An accidental blog

"If God is sovereign, then his lordship must extend over all of life, and it cannot be restricted to the walls of the church or within the Christian orbit." Abraham Kuyper Common Grace 1.1.

Friday, 15 April 2011

Contours of the Neo-Calvinist Tradition

An updated version is now here.

Contours of the Neo-Calvinist Tradition
Mike Goheen and Craig Bartholomew
22 February 2011

1. Neocalvinism begins with Christ and this focus opens up into a full Trinitarian faith.
2. Christ is rendered to us truly in Scripture, which is fully trustworthy as God’s Word.
3. Christ stands at the centre of the biblical story and the good news he proclaimed is about the kingdom as the goal of history—God restoring his rule over the whole of human life and creation.
4. Since Christ has revealed and accomplished the end of history the Scriptures have a storied shape, and as such tell the true story of the whole world.
5. A central theme in the biblical story is God’s election of a people to embody the kingdom, to be a preview of the goal of history, and thus to bear witness to Christ’s rule over all of life – this constitutes mission.
6. The comprehensive gospel of the kingdom has been narrowed and consigned to a very minor place within the dominant Western humanist worldview, and this calls for a conscious articulation of a biblical worldview in relation to the cultural worldview to enable the church to recover the all-embracing scope of the good news.
7. The good news reveals the restoration of the creation from sin, and thus a neocalvinist worldview insists on a comprehensive and integrated understanding of creation, fall and restoration.
8. The fundamental backdrop of God’s drama of restoration is creation and thus neocalvinism articulates a rich doctrine of creation including its good and dynamic creation order and humanity’s place within it.
9. History is part of God’s order for creation and thus neocalvinism affirms the historical development or differentiation of creation.
10. The implication of the fall is that the power of sin and evil now radically twists every part of creation, and while the structures of creation remain good the distorting power of sin means they have been radically misdirected.
11. The Bible tells the story of restoration centred in the death and resurrection of Jesus Christ which is the recovery of God’s originally good purposes for the whole of his creation and all of human life.
12. Since God’s restorative power is at work in the creation by the Spirit, and the forces of evil remains at work in the creation, neocalvinism recognizes an ultimate religious conflict in the whole of human life.
13. God is at work leading his creation to its destiny of a new heavens and a new earth, and only then will the kingdom finally come. Until then the church is called to participate in God’s redemptive mission—the missio Dei—as witnesses to his victory, but since we await the final victory there is no room for triumphalism in neocalvinism.

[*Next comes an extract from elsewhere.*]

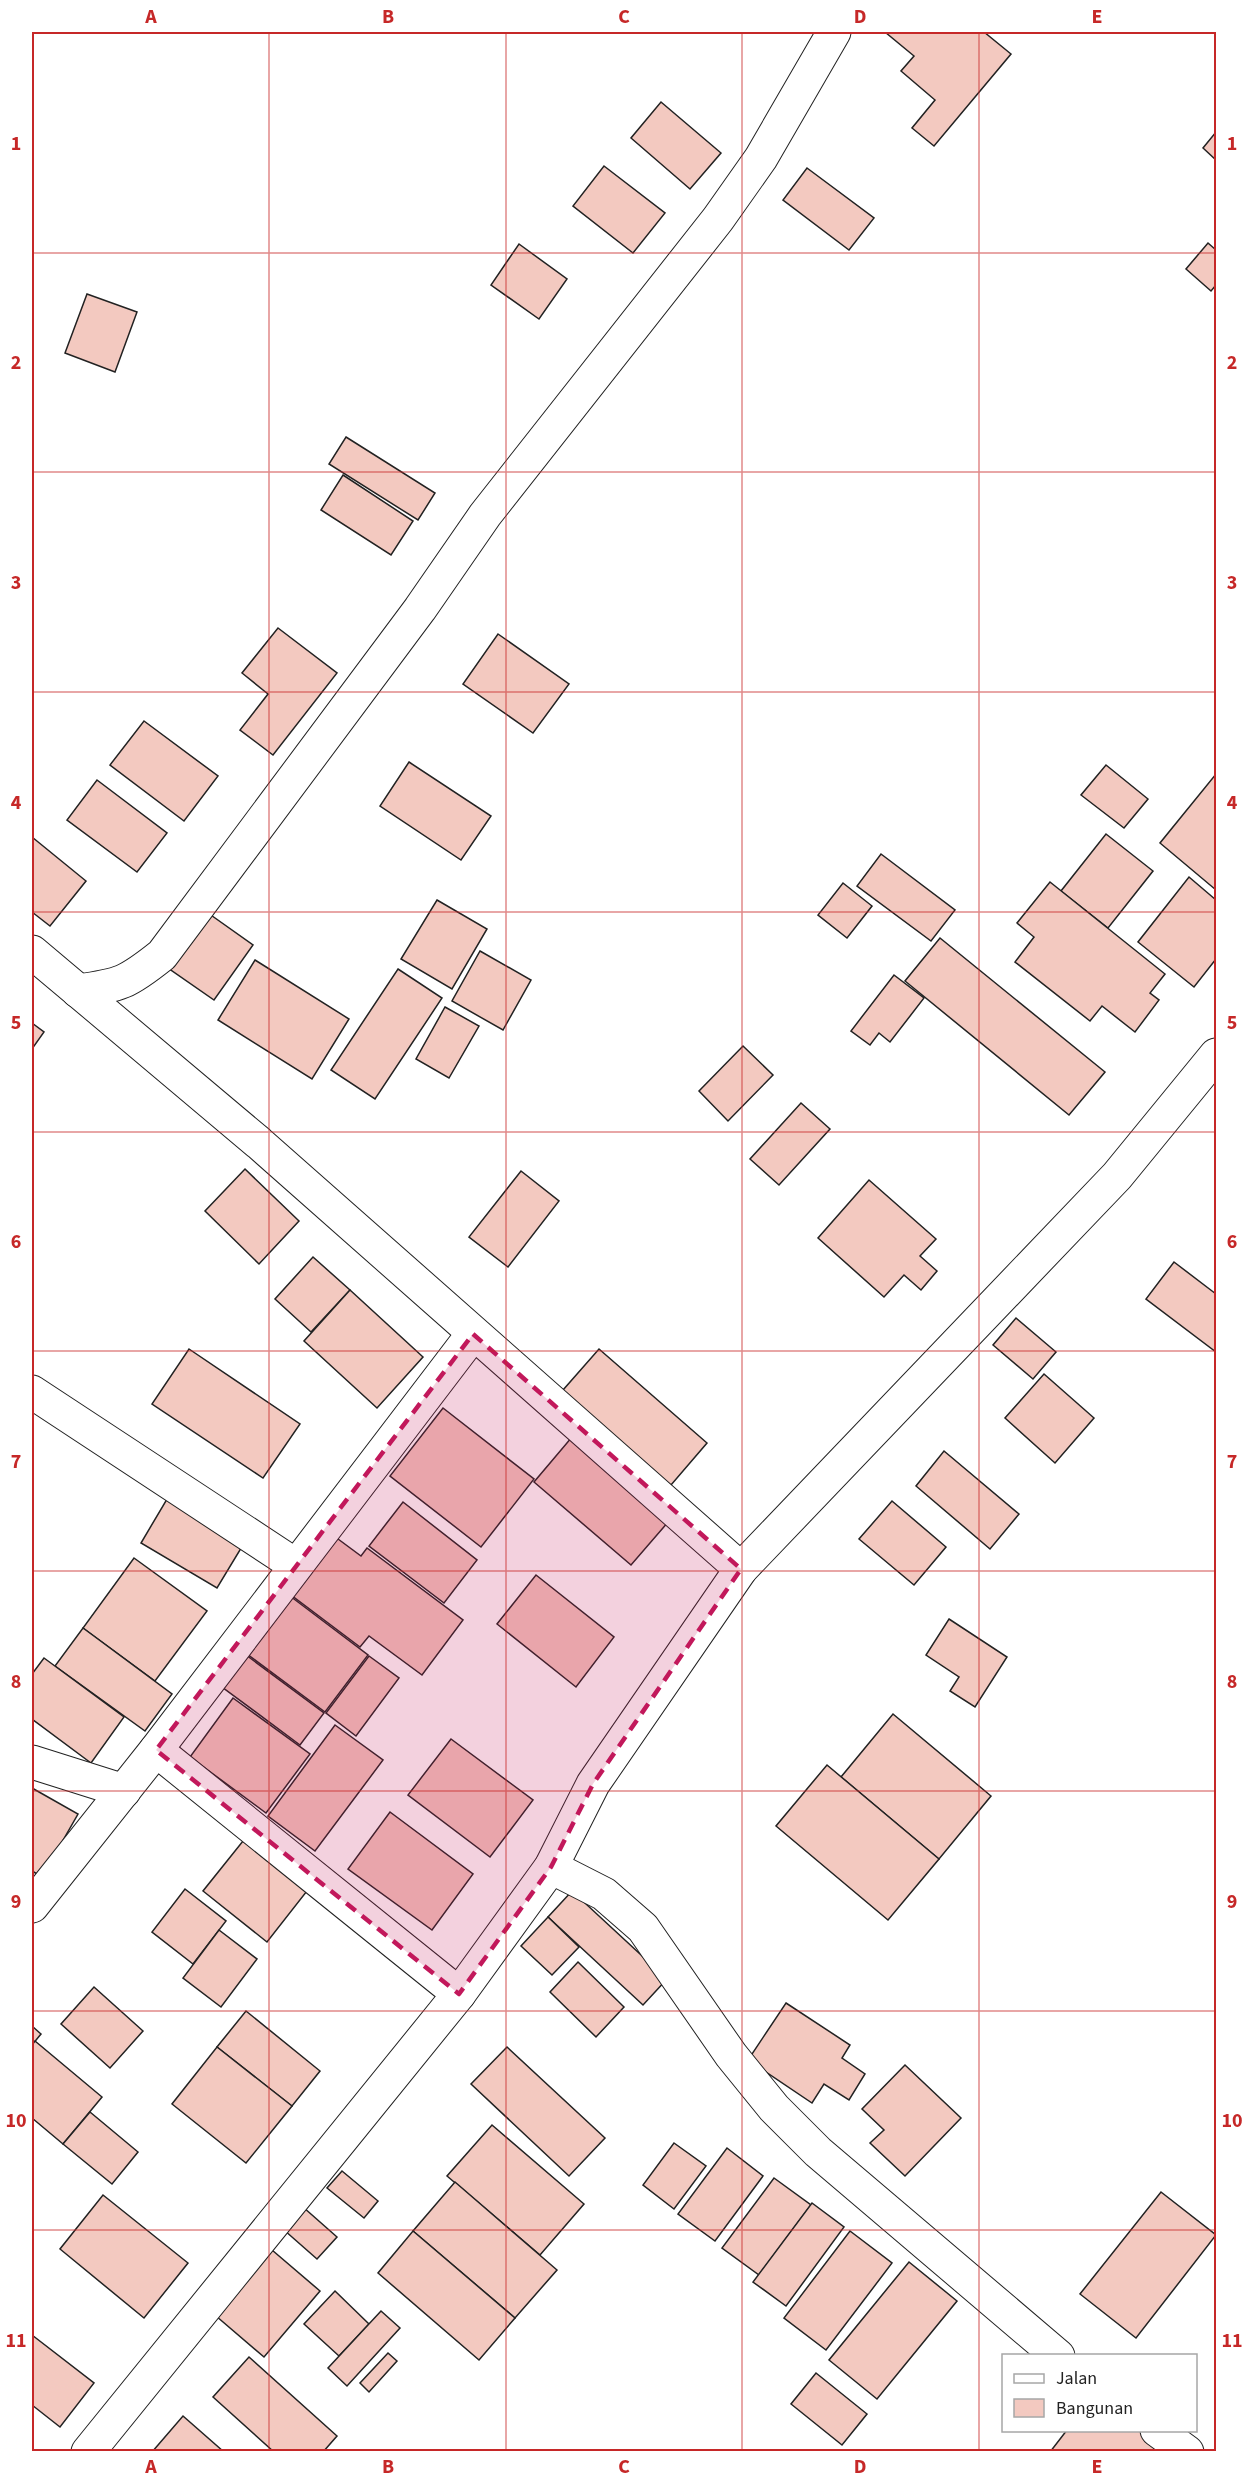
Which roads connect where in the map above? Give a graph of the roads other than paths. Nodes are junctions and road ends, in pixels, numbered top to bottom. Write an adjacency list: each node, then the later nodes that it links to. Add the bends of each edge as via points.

My thanks to Mike Goheen for permission to post this.


Baus said...

per #6. "a conscious articulation of a biblical worldview in relation to the cultural worldview to enable the church to recover the all-embracing scope of the good news."

The ideas here of "biblical worldview" and "cultural worldview" are somewhat ambiguous.

In any case, we should be clear that the church does not need to speak beyond the Scripture (as a seeming 'cultural worldview' does) in order to proclaim the GoodNews. The task of articulating cultural worldview (in its relation to the central biblical message) is a task outside of ecclesial mission.

I don't get the impression that Goheen agrees.

Antony said...

Thanks Steve

This is enormously helpful. I’d be grateful if you could let us know whether this is a summary of a larger piece of work, or whether this is it. I suppose ‘contours’ would suggest the latter... In any case, has it been more ‘formally’ published elsewhere?

stevebishop said...

Hi Antony,

It originally appeared as is in an appendix to a paper given by Craig Bartholomew at the Canadian Paideia Gathers conference in Feb 2011.
I'm not aware if a fuller version is planned


Antony said...

Thanks Steve – that’s helpful to know.